Wir aber können dennoch Zweifel haben, ob die Gleichsetzung von A und O in der Sache gerechtfertigt ist. Absolute Gleichheit kann zwischen zwei Gegenständen nur bestehen, wenn sie absolut ununterscheidbar sind. Gleichheit gibt es also normalerweise immer nur ‚in Bezug auf etwas Bestimmtes‘. Wenn ich sage, dass ich jeden Morgen mit „demselben“ Bus fahre, dann meine ich nicht die Identität desselben Wagens mit einer bestimmten Herstellungsnummer der Produktionsfirma, sondern ich meine die Identität des Busses hinsichtlich der Aspekte Abfahrtszeit, Streckenverlauf, Haltestellen usw. Daher wählt Sokrates mit Blick auf die Beziehung der beiden Männer Achilles und Odysseus die Relation „ähnlich“ (hómoios) und meint damit ihre relative Gleichheit bezüglich bestimmter Fähigkeiten, die als Potenz in ihnen schlummern. Das ist das Gleichheitskriterium.
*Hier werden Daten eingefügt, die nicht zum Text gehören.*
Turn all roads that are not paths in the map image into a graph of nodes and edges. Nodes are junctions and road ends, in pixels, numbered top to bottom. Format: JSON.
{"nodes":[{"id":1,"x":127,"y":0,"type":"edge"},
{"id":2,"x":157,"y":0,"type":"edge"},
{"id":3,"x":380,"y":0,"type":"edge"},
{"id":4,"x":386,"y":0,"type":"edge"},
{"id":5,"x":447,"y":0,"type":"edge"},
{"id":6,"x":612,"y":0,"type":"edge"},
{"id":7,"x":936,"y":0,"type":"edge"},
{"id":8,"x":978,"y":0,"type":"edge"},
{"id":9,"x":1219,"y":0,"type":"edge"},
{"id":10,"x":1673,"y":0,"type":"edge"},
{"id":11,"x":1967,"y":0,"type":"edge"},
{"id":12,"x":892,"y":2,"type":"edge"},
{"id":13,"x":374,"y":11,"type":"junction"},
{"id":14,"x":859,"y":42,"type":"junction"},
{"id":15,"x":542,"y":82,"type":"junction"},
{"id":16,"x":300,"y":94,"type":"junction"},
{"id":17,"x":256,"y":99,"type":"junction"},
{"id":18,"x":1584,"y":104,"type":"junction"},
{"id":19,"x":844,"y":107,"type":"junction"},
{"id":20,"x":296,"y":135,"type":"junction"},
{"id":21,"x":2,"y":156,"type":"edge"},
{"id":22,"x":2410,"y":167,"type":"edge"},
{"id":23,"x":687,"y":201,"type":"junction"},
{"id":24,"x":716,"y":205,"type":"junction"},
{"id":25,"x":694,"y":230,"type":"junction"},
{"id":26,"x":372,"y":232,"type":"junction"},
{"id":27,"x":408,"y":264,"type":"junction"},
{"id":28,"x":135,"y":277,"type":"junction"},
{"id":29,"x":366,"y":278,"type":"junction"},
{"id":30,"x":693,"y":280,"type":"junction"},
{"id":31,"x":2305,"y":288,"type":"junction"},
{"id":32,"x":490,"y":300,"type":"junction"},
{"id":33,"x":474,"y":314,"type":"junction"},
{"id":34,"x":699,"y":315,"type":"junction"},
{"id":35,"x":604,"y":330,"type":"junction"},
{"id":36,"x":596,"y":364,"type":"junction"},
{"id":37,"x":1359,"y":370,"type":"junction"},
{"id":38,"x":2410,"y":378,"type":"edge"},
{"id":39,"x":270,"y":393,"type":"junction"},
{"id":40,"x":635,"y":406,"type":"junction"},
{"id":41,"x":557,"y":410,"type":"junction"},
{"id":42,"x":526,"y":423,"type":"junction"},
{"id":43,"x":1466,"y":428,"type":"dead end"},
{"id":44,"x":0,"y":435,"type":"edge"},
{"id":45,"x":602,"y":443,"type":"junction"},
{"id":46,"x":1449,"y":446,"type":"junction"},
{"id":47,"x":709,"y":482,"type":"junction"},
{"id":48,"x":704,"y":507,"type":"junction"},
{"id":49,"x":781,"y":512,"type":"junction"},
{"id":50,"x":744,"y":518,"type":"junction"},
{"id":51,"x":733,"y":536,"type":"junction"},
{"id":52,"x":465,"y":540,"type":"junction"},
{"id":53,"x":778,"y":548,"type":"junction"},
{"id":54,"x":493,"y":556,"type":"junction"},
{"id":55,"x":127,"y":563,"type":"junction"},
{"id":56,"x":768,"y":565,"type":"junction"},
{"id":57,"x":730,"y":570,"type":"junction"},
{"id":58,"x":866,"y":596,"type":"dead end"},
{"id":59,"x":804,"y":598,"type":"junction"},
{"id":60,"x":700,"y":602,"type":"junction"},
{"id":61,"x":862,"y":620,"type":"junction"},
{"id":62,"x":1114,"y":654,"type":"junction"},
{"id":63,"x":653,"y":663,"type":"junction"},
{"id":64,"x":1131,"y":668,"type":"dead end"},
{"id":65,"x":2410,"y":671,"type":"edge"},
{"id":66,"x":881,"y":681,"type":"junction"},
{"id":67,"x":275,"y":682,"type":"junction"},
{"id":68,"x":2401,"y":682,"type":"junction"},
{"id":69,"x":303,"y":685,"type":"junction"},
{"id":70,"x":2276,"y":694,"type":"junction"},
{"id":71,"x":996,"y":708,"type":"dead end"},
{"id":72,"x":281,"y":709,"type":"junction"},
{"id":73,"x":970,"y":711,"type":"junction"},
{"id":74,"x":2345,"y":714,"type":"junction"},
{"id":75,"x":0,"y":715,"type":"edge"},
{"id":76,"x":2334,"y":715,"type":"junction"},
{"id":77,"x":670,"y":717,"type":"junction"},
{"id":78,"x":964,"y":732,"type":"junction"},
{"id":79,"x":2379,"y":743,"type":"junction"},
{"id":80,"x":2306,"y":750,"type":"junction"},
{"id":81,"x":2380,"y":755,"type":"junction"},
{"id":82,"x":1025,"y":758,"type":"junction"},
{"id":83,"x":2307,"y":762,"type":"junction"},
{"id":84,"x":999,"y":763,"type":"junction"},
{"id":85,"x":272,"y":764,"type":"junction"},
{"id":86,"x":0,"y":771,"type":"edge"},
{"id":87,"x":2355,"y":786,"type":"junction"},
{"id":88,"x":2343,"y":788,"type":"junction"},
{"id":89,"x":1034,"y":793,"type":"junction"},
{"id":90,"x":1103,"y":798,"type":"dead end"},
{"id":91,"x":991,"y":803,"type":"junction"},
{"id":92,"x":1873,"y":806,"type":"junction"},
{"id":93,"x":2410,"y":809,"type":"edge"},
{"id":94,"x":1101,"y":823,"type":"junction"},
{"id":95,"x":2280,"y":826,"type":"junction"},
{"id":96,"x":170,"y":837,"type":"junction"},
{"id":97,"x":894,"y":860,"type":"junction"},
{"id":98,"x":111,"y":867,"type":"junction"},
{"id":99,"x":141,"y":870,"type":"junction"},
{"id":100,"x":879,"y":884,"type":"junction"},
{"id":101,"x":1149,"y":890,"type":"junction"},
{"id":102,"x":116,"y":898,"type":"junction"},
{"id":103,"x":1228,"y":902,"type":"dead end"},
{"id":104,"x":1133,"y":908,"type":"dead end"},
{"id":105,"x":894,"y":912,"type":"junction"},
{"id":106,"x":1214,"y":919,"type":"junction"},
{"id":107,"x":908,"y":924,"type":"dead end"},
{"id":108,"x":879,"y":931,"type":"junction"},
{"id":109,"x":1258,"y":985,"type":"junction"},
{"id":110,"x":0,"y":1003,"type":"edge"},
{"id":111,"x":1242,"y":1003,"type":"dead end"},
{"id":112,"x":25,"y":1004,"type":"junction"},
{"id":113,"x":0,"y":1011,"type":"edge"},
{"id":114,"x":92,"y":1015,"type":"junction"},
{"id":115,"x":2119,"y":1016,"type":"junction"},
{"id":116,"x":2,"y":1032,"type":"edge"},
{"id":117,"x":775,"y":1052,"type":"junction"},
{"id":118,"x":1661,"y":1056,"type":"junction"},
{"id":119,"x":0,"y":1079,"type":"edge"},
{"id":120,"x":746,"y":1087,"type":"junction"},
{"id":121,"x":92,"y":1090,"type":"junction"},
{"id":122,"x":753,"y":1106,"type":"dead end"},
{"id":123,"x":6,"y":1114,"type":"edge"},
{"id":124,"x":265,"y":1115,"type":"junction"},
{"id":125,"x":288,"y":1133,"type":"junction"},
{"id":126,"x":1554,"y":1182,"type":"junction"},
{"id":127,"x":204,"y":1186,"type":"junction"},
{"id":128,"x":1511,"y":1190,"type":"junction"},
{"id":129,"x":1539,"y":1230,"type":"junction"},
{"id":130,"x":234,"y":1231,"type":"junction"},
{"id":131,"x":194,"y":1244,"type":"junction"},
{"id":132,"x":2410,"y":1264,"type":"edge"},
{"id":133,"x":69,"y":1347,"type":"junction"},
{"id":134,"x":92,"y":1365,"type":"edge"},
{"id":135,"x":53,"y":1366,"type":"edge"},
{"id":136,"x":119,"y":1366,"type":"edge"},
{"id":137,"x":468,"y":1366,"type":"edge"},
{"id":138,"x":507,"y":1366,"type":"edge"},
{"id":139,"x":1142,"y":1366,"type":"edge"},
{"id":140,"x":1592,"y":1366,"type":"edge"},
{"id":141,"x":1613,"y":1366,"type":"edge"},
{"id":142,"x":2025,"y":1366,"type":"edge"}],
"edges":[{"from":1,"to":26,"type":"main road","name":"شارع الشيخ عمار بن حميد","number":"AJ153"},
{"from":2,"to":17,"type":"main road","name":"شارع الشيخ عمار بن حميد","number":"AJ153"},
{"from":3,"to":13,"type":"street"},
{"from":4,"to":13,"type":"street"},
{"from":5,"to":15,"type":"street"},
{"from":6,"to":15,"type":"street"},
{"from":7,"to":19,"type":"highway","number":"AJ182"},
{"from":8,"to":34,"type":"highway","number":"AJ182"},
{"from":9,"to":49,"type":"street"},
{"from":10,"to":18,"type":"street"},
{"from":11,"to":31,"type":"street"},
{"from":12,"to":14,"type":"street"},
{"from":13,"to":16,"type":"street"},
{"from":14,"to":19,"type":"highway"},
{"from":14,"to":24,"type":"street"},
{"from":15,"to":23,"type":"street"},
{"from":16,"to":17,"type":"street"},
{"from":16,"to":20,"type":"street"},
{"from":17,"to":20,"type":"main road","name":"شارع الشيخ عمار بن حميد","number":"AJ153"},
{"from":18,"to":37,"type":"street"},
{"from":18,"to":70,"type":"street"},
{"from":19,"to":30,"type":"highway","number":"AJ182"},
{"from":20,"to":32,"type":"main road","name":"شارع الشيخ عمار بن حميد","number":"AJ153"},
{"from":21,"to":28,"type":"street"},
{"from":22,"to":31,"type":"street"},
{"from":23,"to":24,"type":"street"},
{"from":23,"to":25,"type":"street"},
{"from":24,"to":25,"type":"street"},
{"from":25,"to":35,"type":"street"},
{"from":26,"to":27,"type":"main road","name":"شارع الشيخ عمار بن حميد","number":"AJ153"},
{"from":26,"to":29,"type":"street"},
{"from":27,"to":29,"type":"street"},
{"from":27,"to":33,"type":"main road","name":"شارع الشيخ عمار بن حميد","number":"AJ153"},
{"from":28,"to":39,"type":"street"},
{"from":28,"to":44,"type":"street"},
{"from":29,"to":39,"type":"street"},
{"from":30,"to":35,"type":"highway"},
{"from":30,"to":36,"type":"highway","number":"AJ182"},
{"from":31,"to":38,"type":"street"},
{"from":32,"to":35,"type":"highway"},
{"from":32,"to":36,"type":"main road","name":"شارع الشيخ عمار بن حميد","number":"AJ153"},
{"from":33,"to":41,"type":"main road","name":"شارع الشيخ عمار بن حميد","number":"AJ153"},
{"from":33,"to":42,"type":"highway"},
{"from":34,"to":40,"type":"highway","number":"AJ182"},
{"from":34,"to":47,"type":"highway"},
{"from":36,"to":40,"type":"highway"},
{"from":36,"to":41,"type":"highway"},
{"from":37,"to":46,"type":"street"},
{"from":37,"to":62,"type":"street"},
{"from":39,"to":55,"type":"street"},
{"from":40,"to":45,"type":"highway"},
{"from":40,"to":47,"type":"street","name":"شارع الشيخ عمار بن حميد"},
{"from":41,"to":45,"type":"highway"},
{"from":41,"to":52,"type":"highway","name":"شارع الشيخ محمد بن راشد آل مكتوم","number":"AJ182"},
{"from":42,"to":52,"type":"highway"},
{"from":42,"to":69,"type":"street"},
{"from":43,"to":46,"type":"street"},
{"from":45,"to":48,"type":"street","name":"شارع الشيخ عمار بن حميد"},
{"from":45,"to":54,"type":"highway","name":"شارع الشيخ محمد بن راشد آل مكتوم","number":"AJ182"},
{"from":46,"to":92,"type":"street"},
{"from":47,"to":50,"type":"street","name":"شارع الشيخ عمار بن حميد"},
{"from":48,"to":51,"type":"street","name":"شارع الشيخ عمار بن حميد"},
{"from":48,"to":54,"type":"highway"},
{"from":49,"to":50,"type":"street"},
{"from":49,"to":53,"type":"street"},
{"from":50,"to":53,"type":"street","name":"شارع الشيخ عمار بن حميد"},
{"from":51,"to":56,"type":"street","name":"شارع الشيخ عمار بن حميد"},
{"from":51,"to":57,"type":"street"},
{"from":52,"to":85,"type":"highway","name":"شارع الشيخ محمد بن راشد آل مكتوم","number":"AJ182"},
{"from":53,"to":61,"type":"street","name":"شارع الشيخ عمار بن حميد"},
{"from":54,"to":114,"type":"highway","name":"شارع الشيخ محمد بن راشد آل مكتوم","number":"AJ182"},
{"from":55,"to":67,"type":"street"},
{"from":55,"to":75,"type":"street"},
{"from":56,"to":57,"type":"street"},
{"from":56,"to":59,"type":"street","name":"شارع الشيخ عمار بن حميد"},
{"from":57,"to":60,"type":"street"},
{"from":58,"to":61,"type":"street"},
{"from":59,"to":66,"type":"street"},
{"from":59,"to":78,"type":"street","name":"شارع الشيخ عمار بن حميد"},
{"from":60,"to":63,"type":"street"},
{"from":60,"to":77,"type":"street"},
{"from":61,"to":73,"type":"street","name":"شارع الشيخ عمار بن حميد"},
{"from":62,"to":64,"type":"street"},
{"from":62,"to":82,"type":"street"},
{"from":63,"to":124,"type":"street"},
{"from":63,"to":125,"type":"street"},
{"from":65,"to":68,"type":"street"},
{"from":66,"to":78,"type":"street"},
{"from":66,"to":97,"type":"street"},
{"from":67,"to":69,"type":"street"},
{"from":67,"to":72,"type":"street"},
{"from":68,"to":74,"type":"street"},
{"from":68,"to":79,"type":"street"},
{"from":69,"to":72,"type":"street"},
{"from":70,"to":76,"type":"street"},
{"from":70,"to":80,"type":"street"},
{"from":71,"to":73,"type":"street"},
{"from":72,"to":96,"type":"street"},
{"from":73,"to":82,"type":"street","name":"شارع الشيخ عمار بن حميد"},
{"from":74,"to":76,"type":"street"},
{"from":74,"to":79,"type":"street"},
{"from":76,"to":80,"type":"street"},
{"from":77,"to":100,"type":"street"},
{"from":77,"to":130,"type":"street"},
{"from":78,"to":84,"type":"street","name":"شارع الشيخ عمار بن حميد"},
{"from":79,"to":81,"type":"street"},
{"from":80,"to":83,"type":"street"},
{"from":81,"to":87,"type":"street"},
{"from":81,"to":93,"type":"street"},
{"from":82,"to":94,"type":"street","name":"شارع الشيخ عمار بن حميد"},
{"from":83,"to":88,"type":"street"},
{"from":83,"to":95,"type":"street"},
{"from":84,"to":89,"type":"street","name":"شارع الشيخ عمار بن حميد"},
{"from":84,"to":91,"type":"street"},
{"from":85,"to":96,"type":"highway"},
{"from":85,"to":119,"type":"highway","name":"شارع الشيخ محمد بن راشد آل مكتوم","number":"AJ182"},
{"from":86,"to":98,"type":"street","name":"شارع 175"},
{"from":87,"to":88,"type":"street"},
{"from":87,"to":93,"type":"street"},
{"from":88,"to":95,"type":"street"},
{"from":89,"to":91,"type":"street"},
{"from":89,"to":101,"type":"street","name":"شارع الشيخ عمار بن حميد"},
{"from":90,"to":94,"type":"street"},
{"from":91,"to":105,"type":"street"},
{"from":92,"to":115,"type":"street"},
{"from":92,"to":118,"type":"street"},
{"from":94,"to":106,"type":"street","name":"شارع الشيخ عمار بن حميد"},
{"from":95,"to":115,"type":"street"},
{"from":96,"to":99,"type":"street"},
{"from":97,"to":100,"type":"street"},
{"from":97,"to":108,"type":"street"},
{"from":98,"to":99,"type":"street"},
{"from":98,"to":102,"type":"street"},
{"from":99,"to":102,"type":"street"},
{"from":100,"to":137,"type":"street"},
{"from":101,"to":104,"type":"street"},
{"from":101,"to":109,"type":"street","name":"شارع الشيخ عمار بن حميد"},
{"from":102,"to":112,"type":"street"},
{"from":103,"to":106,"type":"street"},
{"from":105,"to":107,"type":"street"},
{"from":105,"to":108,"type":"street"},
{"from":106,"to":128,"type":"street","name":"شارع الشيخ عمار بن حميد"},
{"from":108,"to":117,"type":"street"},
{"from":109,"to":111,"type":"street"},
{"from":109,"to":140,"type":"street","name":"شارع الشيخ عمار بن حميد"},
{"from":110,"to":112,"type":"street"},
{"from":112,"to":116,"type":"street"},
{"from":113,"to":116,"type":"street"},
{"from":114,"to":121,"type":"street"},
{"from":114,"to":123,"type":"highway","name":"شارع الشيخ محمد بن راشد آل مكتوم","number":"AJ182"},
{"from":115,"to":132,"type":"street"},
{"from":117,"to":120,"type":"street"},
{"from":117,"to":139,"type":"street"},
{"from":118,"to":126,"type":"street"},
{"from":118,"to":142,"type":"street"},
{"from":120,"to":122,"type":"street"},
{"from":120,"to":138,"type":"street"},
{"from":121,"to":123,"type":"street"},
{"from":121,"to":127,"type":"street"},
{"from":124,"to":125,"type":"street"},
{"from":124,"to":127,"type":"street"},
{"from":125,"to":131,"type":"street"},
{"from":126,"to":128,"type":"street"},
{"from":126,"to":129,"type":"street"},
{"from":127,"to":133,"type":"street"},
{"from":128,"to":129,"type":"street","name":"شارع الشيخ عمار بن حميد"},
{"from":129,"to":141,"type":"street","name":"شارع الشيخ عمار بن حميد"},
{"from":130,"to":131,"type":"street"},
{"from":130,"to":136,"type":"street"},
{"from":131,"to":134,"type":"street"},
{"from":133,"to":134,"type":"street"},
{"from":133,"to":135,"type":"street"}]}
Hippias sieht diese Prämissen des ganzen Argumentationsganges nicht oder will sie nicht gelten lassen. Das Ergebnis erzeugt bei ihm irgendwie großes Unbehagen. Er beginnt zu klagen. Freilich gelingt es ihm dabei nicht, den problematischen Kern der sokratischen Argumentation ganz klar zu benennen. Die Gesprächspartner sind auf das Glatteis eines Trugschlusses geraten, das zumindest ahnt oder fühlt Hippias.

Mit in solchen Fällen immer wieder vorkommenden logischen Fallstricken und argumentativen Irrwegen hat sich Aristoteles in seinen Sophistischen Widerlegungen beschäftigt. In der 19. Widerlegung zum Thema ‚Ambiguität‘ hätte Hippias, wenn ihm der Text des in historischer Zeit zwei Generationen später tätigen Aristoteles zur Verfügung gestanden hätte, den richtigen Rat finden können: „Man muß also gleich anfangs auf Zweideutiges (diplūs) in Wort und Text erwidern, daß es in einem Sinne so ist, im anderen nicht, wie, daß man in einer Art schweigend reden kann, in anderer nicht, und daß man was sein muß, so verstehen kann, daß man es tun, aber auch so, daß man es nicht tun muß“ (177a; Übers. begrifflich leicht verändert n. Rolfes). Wortbezogene Doppeldeutigkeit nennt Aristoteles Homonymie, und Doppel- oder Mehrdeutigkeit in größeren Einheiten auf Satz- oder Textebene nennt er Amphibolie (was normalerweise mit Ambiguität übersetzt wird).78 Hippias hätte unter anderen Bedingungen seiner Geschichte auch das 25. Kapitel der Sophistischen Widerlegungen heranziehen können. Darin setzt Aristoteles auseinander, dass man Prädikate

  1. in einem allgemeinen Sinn (simpliciter) und
  2. in einem spezifischen Sinn (secundum quid = beziehungsweise)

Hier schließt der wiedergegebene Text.